Saved entries:
++++++++
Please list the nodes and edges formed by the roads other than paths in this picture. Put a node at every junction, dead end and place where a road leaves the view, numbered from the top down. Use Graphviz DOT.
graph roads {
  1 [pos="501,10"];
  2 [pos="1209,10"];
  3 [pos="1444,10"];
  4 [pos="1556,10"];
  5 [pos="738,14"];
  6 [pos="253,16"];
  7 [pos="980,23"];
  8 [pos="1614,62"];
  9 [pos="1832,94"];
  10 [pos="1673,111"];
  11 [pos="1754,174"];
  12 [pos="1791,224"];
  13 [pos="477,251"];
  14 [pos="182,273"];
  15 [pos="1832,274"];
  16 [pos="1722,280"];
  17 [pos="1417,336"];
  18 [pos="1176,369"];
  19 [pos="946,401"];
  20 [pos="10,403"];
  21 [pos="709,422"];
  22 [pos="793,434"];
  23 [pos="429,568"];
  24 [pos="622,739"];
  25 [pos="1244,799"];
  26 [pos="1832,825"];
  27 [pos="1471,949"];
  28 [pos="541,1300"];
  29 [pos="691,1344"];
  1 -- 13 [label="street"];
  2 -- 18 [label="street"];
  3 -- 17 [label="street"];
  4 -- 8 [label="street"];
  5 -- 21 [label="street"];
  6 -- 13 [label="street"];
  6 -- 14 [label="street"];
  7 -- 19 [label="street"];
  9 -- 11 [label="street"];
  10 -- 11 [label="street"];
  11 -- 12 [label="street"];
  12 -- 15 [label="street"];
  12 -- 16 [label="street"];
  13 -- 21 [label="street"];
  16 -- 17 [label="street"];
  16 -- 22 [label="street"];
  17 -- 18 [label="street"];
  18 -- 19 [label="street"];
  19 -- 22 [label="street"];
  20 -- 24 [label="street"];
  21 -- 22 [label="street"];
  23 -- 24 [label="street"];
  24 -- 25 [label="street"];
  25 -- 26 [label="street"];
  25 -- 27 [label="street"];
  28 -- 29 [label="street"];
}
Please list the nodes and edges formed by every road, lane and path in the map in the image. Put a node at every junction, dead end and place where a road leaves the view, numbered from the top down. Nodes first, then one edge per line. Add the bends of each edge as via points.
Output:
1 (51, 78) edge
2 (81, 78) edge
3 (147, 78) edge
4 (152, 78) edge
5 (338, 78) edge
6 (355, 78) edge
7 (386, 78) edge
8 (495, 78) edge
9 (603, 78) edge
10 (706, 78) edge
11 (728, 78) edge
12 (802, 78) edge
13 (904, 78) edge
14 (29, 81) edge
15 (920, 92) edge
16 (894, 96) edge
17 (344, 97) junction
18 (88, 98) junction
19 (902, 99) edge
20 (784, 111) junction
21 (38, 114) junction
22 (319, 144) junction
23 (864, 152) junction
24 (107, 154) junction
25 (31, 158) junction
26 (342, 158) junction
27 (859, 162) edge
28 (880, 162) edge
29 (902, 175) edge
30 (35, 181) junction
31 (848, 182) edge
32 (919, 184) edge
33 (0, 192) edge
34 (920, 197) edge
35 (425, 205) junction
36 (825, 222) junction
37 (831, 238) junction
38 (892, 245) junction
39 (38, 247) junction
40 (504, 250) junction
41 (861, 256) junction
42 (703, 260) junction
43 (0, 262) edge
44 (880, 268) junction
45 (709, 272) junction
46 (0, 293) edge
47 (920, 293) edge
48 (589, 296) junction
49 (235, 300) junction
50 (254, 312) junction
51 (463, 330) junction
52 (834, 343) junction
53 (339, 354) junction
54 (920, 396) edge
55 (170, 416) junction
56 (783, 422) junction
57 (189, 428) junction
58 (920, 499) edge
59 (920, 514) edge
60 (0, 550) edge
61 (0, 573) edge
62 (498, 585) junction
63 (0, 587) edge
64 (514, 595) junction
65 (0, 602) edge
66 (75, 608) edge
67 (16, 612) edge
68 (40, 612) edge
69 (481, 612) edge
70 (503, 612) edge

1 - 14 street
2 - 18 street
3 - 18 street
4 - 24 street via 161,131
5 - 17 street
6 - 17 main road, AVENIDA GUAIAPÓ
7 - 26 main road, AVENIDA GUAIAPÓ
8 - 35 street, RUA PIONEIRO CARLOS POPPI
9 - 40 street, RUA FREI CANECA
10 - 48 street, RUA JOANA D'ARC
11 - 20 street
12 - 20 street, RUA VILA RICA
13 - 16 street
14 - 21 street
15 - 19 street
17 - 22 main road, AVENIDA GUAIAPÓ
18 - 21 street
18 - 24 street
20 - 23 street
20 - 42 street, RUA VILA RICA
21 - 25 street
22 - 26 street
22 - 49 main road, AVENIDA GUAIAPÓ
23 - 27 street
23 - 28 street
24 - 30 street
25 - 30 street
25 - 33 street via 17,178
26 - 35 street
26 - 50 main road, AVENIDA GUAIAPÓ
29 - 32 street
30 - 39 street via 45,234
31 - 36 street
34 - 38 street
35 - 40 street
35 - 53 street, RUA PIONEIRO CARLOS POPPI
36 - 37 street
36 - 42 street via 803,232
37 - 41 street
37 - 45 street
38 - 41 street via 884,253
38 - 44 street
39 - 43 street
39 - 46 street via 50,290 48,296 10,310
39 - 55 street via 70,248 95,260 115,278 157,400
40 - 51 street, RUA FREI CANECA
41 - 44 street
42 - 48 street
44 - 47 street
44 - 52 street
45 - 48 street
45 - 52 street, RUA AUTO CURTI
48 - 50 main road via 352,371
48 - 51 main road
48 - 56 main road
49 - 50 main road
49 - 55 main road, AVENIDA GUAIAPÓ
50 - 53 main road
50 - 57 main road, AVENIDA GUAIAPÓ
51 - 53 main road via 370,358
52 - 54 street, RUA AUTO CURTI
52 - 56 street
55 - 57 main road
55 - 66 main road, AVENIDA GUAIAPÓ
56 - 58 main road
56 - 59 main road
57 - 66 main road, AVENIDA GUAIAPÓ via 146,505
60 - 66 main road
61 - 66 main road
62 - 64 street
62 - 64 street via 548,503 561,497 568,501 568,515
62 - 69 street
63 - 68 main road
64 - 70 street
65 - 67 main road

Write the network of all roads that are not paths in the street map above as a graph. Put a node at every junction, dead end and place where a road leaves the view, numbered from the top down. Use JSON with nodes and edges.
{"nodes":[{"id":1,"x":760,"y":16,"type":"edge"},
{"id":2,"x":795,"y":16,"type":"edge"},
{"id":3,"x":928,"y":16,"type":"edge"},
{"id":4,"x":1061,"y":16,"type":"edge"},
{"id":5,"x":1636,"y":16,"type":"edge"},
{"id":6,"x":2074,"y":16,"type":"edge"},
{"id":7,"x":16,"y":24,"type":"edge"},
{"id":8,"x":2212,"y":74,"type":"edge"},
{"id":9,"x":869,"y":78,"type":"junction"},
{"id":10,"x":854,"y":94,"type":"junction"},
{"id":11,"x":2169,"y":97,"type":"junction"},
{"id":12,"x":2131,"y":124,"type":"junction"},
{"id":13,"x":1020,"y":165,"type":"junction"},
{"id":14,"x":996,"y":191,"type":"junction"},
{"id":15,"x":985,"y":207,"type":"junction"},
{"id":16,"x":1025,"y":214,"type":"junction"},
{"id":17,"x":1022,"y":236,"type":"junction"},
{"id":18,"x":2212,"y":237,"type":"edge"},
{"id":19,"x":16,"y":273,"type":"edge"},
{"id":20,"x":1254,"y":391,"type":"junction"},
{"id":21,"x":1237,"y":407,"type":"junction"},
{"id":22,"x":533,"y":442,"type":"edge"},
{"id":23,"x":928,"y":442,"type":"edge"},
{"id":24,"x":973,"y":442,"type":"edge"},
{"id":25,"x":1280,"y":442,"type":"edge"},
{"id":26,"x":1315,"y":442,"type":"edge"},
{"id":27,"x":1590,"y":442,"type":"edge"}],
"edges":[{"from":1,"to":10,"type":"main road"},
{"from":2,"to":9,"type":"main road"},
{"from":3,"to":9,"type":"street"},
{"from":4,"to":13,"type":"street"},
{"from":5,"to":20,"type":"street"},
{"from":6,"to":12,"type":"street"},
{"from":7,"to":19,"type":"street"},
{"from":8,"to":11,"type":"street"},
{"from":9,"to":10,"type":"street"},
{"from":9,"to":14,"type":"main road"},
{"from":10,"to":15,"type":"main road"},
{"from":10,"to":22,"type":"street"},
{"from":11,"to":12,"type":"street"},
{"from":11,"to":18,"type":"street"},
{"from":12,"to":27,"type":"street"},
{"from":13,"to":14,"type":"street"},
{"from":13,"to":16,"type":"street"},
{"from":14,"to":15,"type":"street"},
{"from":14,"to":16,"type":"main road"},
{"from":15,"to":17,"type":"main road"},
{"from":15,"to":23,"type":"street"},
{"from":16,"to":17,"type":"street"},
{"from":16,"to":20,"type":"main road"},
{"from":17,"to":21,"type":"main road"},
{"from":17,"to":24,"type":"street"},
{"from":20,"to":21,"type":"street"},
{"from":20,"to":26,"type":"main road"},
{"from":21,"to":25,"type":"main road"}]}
++++++++
Your answer must consist only of the lines from the start of the records above through the line with "Please list the nodes and edges formed by every", each retyped exactly.

Please list the nodes and edges formed by the roads other than paths in this picture. Put a node at every junction, dead end and place where a road leaves the view, numbered from the top down. Use Graphviz DOT.
graph roads {
  1 [pos="501,10"];
  2 [pos="1209,10"];
  3 [pos="1444,10"];
  4 [pos="1556,10"];
  5 [pos="738,14"];
  6 [pos="253,16"];
  7 [pos="980,23"];
  8 [pos="1614,62"];
  9 [pos="1832,94"];
  10 [pos="1673,111"];
  11 [pos="1754,174"];
  12 [pos="1791,224"];
  13 [pos="477,251"];
  14 [pos="182,273"];
  15 [pos="1832,274"];
  16 [pos="1722,280"];
  17 [pos="1417,336"];
  18 [pos="1176,369"];
  19 [pos="946,401"];
  20 [pos="10,403"];
  21 [pos="709,422"];
  22 [pos="793,434"];
  23 [pos="429,568"];
  24 [pos="622,739"];
  25 [pos="1244,799"];
  26 [pos="1832,825"];
  27 [pos="1471,949"];
  28 [pos="541,1300"];
  29 [pos="691,1344"];
  1 -- 13 [label="street"];
  2 -- 18 [label="street"];
  3 -- 17 [label="street"];
  4 -- 8 [label="street"];
  5 -- 21 [label="street"];
  6 -- 13 [label="street"];
  6 -- 14 [label="street"];
  7 -- 19 [label="street"];
  9 -- 11 [label="street"];
  10 -- 11 [label="street"];
  11 -- 12 [label="street"];
  12 -- 15 [label="street"];
  12 -- 16 [label="street"];
  13 -- 21 [label="street"];
  16 -- 17 [label="street"];
  16 -- 22 [label="street"];
  17 -- 18 [label="street"];
  18 -- 19 [label="street"];
  19 -- 22 [label="street"];
  20 -- 24 [label="street"];
  21 -- 22 [label="street"];
  23 -- 24 [label="street"];
  24 -- 25 [label="street"];
  25 -- 26 [label="street"];
  25 -- 27 [label="street"];
  28 -- 29 [label="street"];
}
Please list the nodes and edges formed by every road, lane and path in the map in the image. Put a node at every junction, dead end and place where a road leaves the view, numbered from the top down. Nodes first, then one edge per line. Add the bends of each edge as via points.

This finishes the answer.